The first half of the concert invites audiences to Spain, the place that became my first home away from home, and where I began my career as an expert solo wanderer. Through the works of 19th-century composers like Augustín Lara, Fernando Obradors, Manuel de Falla, and others, audiences are reminded of the magic of traveling through our wide world: learning new cultures, finding new love, living the new experiences that allow us to build new homes.
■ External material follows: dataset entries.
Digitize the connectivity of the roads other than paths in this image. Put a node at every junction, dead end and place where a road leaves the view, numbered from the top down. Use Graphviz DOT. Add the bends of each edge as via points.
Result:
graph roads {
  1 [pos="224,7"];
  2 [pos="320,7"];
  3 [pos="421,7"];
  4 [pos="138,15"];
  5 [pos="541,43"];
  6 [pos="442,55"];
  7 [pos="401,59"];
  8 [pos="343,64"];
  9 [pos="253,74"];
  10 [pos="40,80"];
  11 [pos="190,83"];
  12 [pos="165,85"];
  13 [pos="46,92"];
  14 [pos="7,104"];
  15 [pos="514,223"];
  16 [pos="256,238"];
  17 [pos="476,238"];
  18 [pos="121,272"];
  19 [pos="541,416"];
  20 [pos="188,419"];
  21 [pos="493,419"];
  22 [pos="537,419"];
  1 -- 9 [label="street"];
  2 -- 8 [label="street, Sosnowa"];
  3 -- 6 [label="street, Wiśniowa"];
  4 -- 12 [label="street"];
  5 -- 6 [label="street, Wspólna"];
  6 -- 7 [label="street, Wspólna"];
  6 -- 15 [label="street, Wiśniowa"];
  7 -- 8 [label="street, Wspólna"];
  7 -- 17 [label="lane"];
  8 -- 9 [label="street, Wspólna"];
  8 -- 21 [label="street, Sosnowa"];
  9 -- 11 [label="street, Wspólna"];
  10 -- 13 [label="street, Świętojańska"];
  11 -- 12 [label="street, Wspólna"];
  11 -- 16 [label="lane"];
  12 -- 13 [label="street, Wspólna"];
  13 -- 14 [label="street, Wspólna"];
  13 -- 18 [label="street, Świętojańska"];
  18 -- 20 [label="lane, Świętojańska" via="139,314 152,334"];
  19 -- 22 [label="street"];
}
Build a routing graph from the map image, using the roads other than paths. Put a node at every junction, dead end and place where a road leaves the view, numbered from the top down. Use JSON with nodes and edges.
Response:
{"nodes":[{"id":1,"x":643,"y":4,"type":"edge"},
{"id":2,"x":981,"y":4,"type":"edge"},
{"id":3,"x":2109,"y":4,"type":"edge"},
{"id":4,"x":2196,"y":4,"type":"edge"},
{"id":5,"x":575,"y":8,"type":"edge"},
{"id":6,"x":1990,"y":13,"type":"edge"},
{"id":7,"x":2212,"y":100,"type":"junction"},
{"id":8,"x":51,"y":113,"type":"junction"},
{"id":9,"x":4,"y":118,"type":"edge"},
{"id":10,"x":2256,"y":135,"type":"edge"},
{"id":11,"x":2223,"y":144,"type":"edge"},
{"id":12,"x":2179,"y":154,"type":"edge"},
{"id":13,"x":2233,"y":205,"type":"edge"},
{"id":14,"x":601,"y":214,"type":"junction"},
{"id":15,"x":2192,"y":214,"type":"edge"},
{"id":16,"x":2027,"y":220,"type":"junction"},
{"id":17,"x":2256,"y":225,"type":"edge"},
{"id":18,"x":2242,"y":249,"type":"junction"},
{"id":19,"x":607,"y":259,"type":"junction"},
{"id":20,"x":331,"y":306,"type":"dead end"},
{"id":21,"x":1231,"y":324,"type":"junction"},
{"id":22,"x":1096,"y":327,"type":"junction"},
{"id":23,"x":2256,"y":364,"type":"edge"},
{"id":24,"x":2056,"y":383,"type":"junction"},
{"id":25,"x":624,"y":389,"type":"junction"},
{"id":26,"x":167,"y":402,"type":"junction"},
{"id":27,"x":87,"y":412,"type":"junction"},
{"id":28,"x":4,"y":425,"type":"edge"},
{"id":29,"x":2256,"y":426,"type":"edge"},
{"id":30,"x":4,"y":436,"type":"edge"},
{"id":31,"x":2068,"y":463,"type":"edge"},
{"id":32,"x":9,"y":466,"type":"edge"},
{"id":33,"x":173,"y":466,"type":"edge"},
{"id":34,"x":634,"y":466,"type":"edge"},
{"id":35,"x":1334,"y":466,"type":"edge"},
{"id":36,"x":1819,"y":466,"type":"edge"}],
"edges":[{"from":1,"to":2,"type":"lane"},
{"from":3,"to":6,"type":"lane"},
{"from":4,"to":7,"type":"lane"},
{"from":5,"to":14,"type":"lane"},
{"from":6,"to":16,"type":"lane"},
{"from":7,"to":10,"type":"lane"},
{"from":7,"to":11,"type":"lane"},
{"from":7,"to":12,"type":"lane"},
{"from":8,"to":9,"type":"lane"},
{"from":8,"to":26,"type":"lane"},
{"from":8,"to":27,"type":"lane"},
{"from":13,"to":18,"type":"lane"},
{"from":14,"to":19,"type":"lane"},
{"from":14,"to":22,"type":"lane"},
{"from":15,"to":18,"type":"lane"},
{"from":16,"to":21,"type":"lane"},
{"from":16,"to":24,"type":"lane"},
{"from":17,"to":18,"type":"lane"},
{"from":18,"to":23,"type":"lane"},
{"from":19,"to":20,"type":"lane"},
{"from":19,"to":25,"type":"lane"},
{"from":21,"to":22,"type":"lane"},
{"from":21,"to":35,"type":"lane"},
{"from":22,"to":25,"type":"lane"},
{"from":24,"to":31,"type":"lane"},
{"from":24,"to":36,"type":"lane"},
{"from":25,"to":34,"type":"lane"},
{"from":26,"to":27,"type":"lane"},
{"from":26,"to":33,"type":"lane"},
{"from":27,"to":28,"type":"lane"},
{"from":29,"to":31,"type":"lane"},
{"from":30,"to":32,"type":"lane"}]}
While many associate Spanish and Latin American culture with the 19th century's peak of exoticism, our program pushes against this tendency and explores souvenirs of unlikely temporal landscapes. Surveying Spanish Baroque and Renaissance periods, rarely-performed Andalusian music from the 13th century, and even referencing the region's prehistory, we'll explore how notions of "home" have shifted over time, and perhaps, how they haven't.
In stark contrast, mirroring the shocking discoveries of my own journey, the second half of the program is about the more spiritual, personal kind of journeying: seeking wisdom, belonging, meaning, reconciliation, and a home you will never find unless you go inward. To aid with this, I offer music in my native language and start us with music of Great Britain, the cradle of my deepest personal discoveries. Here, the audience experiences the sonorities of stunning vastness and the pastoral drum that demands supplication to mystery. In this section, we deal with existential considerations and the universal invitation to mine for meaning. If the first half is about belonging in the temporal sense, the second half of the program is about belonging to the eternal.
I also offer the spiritual, existential wisdom of those who have been torn from their homes, traveling great distances by force, for example, across the Atlantic. The major contribution of African-American music to the canon of classical repertory, for me, has always been the profound beauty and wisdom unearthed and created from suffering. Here I feature Black American composers, from Thelonious Monk to Negro Spirituals. which teach us that the [journey?] is within and is indistinguishable. The emotional centerpiece for the concert is the hauntingly tragic piece "Lord, How Come Me Here" for ensemble voices and soloist, made famous by Kathleen Battle as part of the Spirituals in Concert in Carnegie Hall (1990).
The recital closes with the b-side of one of the great modern romantic classical works, Knoxville: Summer of 1915, a monument to coming-of-age, the loss of innocence, and belonging.
My hope with this program is to use universal wisdom to welcome new audiences into this beloved art form. My hope is that you will walk away from the performance feeling at home, feeling seen, and asking yourself, "Who is this Vanessa? And how did she know so much about me?"
The truth is that I do know you. And I want you to start your next day with that understanding because we are not, none of us are, alone.